Existential operator (was: ||= is much needed?)
Brendan Eich
brendan at mozilla.org
Wed Jun 20 13:45:09 PDT 2012
Herby Vojčík wrote:
> Let's allow foo.? to denote "soft foo", so you get:
>
> foo.?.bar // foo == null ? undefined : foo.bar
> foo.?(bar) // foo == null ? undefined : foo(bar)
> foo.?[bar] // foo == null ? undefined : foo[bar]
?. works as well for these and the main (by use-frequency, so far) form
matches CS. If we must have extra dots in the lesser-used forms, I'd put
the dot in the middle to keep the question-mark on the left.
> but maybe also more esoteric uses, like:
>
> for (let key in foo.?) // for (let key in (foo == null ? {} : foo))

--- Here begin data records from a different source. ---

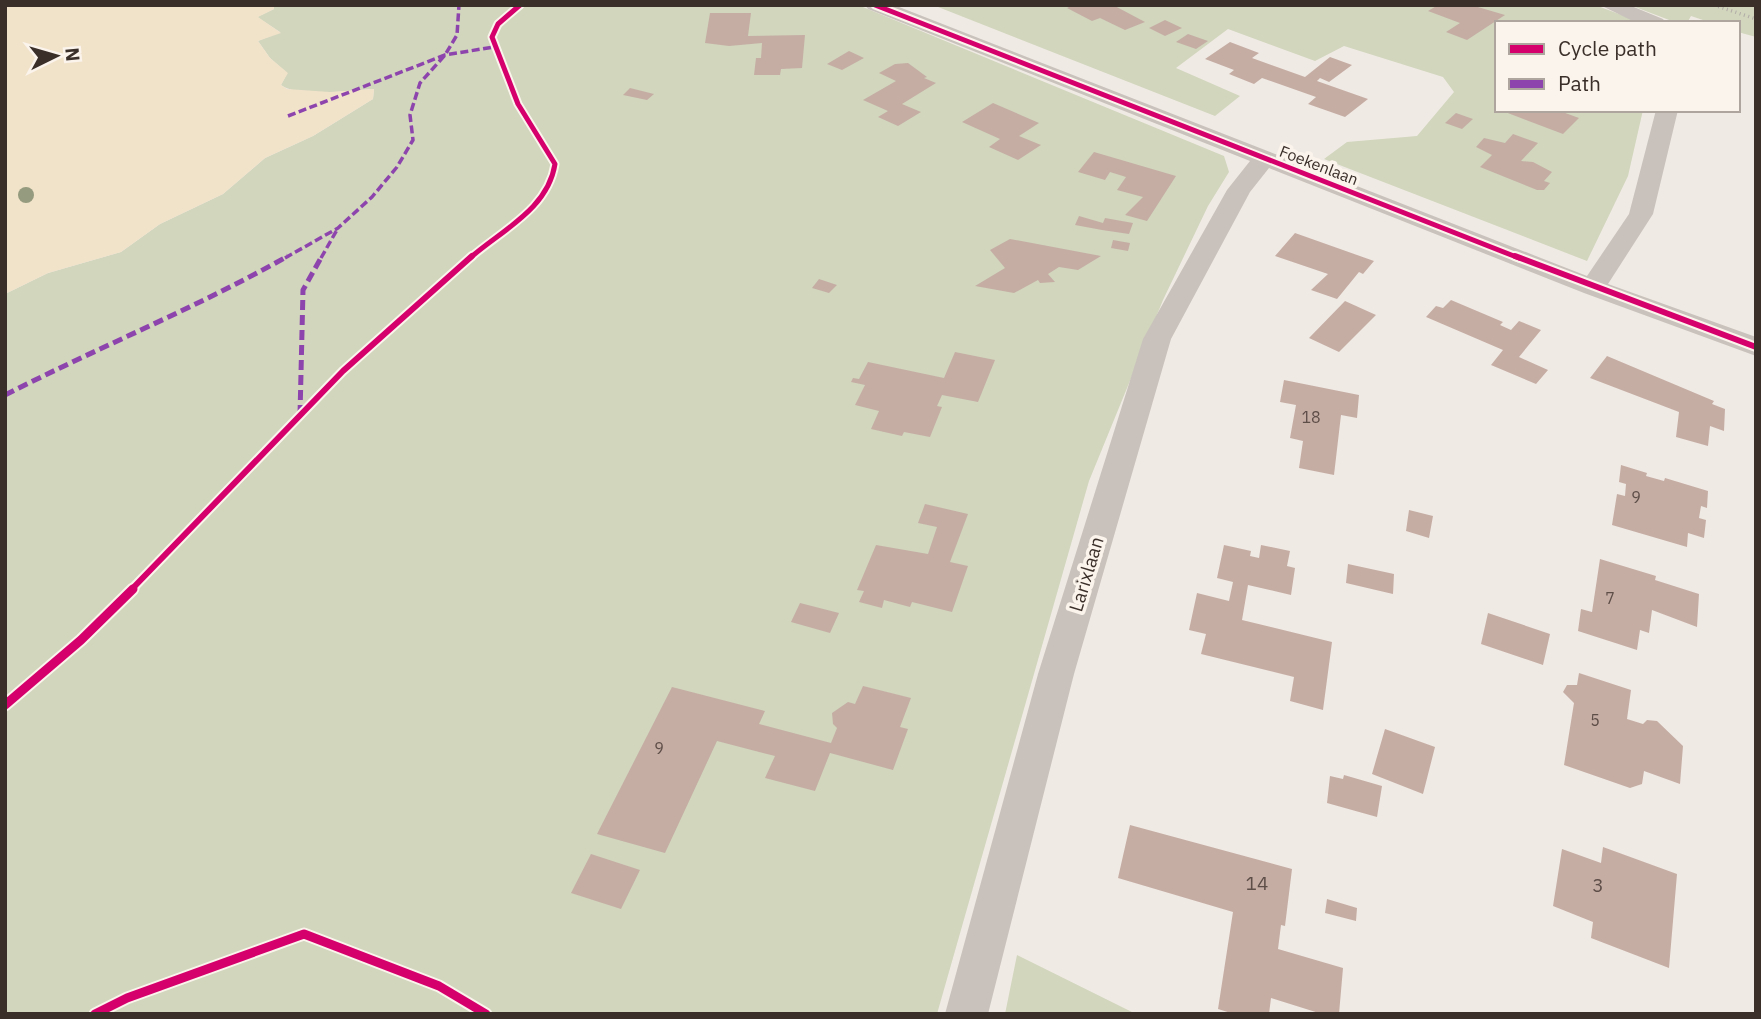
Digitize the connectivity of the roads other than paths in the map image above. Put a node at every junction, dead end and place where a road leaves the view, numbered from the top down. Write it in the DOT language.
graph roads {
  1 [pos="875,5"];
  2 [pos="1609,5"];
  3 [pos="1651,21"];
  4 [pos="1666,112"];
  5 [pos="1264,159"];
  6 [pos="1593,287"];
  7 [pos="1756,347"];
  8 [pos="966,1014"];
  1 -- 5 [label="street, Foekenlaan"];
  2 -- 3 [label="street"];
  4 -- 6 [label="street"];
  5 -- 6 [label="street, Foekenlaan"];
  5 -- 8 [label="street, Larixlaan"];
  6 -- 7 [label="street, Foekenlaan"];
}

That is even more of an abuse of dot, and it does not play well with ?:
ternaries and the proposed ?? operator.
foo.??bar:baz
would be legal by maximal munch, parsed as
(foo.?)?bar:baz.
Beyond this objection, the need for foo.? instead of foo != null is not
strong.
Worse, you show magic defaulting to {} in the for-in case, but the
default result for anything like a suffix-? expression in CS is a
boolean boolean result:
$ cat /tmp/w.coffee
lhs = foo?
$ ./bin/coffee -p /tmp/w.coffee
(function() {
var lhs;
lhs = typeof foo !== "undefined" && foo !== null;
}).call(this);
> foo.? // foo == null ? undefined : foo // sort-of clearing
See above.
> foo.? = bar // foo == null ? undefined : (foo = bar)
> // this semantics is logical, just don't know
> // what would be the use case...
> foo.?.baz = bar // foo == null ? undefined : (foo.baz = bar)
> // this is usable
>
These don't win over ?. in the proposal.